Faster Kimi-K2.5-W4A8 Decoding with EAGLE3 on AMD Instinct™ MI325X#

Faster Kimi-K2.5-W4A8 Decoding with EAGLE3 on AMD Instinct™ MI325X
9 min read. | 2105 total words.

In our previous blog [7], we deployed Kimi-K2.5 [1] in W4A8 (INT4 weights + INT8 activations) on AMD Instinct™ MI325X, replacing the BF16 MFMA path in the fused MoE kernel with FlyDSL [2]’s INT8 MFMA implementation. The remaining bottleneck is the autoregressive nature of decoding itself: even with INT8 MFMA and INT4 weights, the framework still runs one full forward pass per generated token.

This blog adds EAGLE3 [8] speculative decoding — a small draft model proposes candidate tokens that the W4A8 target model verifies in a single parallel forward pass — plus three small kernel-tuning patches for the new shape that EAGLE3’s verify step feeds the MoE and attention kernels. As we quantify below, EAGLE3 is by far the dominant win and the kernel patches are modest add-ons.

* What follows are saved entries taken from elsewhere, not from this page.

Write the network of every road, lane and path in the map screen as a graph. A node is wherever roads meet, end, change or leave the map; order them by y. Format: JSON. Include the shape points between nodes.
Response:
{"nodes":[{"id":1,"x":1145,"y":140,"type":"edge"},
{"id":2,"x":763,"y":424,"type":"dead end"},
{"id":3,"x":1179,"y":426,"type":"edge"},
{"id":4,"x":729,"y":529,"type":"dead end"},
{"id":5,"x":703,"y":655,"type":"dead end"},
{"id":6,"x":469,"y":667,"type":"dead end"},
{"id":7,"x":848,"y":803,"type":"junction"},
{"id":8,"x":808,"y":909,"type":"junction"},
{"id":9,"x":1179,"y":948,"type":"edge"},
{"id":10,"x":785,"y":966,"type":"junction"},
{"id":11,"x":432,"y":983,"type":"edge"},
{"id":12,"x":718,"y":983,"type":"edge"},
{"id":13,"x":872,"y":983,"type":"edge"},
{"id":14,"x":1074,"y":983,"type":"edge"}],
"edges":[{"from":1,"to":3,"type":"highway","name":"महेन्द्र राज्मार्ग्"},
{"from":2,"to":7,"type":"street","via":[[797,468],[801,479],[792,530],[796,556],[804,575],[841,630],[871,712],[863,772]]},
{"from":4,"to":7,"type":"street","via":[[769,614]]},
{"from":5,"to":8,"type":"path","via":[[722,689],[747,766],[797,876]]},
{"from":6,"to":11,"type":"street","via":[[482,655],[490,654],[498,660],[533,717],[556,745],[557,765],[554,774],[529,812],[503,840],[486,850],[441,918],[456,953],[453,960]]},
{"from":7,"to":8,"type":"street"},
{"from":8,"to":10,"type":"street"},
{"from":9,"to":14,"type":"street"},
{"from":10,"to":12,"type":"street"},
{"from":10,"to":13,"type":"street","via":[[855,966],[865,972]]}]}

On 8× MI325X at concurrency=40, the full stack cuts decode-step latency (TPOT median) from 42.73 ms to 27.41 ms (−35.9%) and lifts output throughput from 672 to 895 tok/s (+33.1%), with no measurable accuracy regression — almost all of it from EAGLE3 itself.


Why EAGLE3?#

Vanilla autoregressive decode is sequential and bandwidth-bound#

In the W4A8 baseline pipeline, every output token requires one full forward pass over Kimi-K2.5: read the previous-step KV cache, run attention, route through MoE experts, sample the next token, append the new KV entry, repeat. The KV cache is reused, but each step is sequential — token t+1 cannot start until token t is committed — so even with INT8 MFMA the per-step latency is dominated by HBM traffic (weight loading, KV reads, expert dispatch). On a large MoE model like Kimi-K2.5 this places a hard floor on TPOT that no further compute-throughput optimization can break by itself.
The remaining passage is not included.